On June 10, 2006, Dillinger Escape Plan traveled down to begin their tour in Fredericksburg, VA, at KC’s Music Alley, a medium-sized music venue just off the main downtown area of the historic district on Princess Anne St. The band was just a few days away from releasing a digital EP of cover songs, called Plagiarism. It was the first time the band had performed in the area since they formed. Needless to say, kids who attended the show were not ready. They did not get the memo about the front row that I had known about. 

The band performed in their usual fashion. A YouTube video from user “Metal Nick” has the first two songs of that concert.

From their official press release of the show: 

This was their first show ever in these parts and it wasn’t too much unlike any other Dillinger show prior. Greg climbed on the P.A., hung from the ceiling, blew fire… Ben swung his guitar violently and jumped off of his gear a lot. The band has been doing this for several years and it’s part of what people come to expect when paying to see DEP live. Any damages incurred by the venue always get covered from the band’s guarantee.

lambgoat.com

A few people in the audience apparently took the violent stage act as a threat of violence. Dozens of people huddled around their tour bus and threatened violence of their own against the band after they finished playing. Although nobody was hurt, somebody managed to snag fill-in guitar James Love’s guitar, a custom pink Ibanez, in the process. The thief only just managed to escape, as a member of fellow touring band Cattle Decapitation put a hammer through the window of his blue Cooper Mini. Apparently, the thief’s name was “Jeff.” 

The Ibanez Guitar (Flickr)

I do not know if the guitar was ever recovered.
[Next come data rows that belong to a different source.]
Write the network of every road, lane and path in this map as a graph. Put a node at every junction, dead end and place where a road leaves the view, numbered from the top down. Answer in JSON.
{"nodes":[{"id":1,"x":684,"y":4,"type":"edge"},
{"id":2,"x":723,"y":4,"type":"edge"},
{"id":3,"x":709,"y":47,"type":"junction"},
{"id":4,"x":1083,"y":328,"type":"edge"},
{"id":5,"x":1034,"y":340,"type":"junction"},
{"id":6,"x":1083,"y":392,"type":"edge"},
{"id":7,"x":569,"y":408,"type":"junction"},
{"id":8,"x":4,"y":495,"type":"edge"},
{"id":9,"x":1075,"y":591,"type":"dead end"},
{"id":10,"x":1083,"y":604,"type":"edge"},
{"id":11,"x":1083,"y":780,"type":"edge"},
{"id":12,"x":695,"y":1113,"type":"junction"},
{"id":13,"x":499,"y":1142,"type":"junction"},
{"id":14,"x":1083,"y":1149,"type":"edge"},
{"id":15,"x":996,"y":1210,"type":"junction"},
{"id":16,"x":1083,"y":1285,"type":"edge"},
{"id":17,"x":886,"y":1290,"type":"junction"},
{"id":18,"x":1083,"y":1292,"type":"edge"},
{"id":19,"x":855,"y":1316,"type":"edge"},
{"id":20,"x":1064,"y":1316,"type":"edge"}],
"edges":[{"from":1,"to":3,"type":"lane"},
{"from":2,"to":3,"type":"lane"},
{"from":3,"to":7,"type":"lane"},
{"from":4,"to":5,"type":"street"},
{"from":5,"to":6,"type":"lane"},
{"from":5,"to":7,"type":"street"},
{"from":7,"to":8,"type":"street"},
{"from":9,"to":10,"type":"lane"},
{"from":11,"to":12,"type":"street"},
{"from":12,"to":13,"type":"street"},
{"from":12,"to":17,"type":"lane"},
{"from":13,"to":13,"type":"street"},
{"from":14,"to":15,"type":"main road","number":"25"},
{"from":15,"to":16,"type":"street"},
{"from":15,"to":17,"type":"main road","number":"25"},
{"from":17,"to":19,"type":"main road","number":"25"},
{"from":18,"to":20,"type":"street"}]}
If you look at age-old message boards on the topic (yes, they were very big in 2006), you will see everything from sympathy and anger to expressing that the band was due for a “good old fashioned ass kicking” anyway. 

KC’s Music Alley is now known as “KC’s Music Alley at Central Station and is still open today. It seems like a typical sports bar and venue during the week. You have standard poker nights, comedy nights, and other assorted events reminiscent of similar venues. There is full restaurant there, as well. Feel free to visit them and get some loaded cheese fries or a “Central Station Burger” and think about that time you almost got your head sliced open by a guitar. Just don’t, you know, steal it.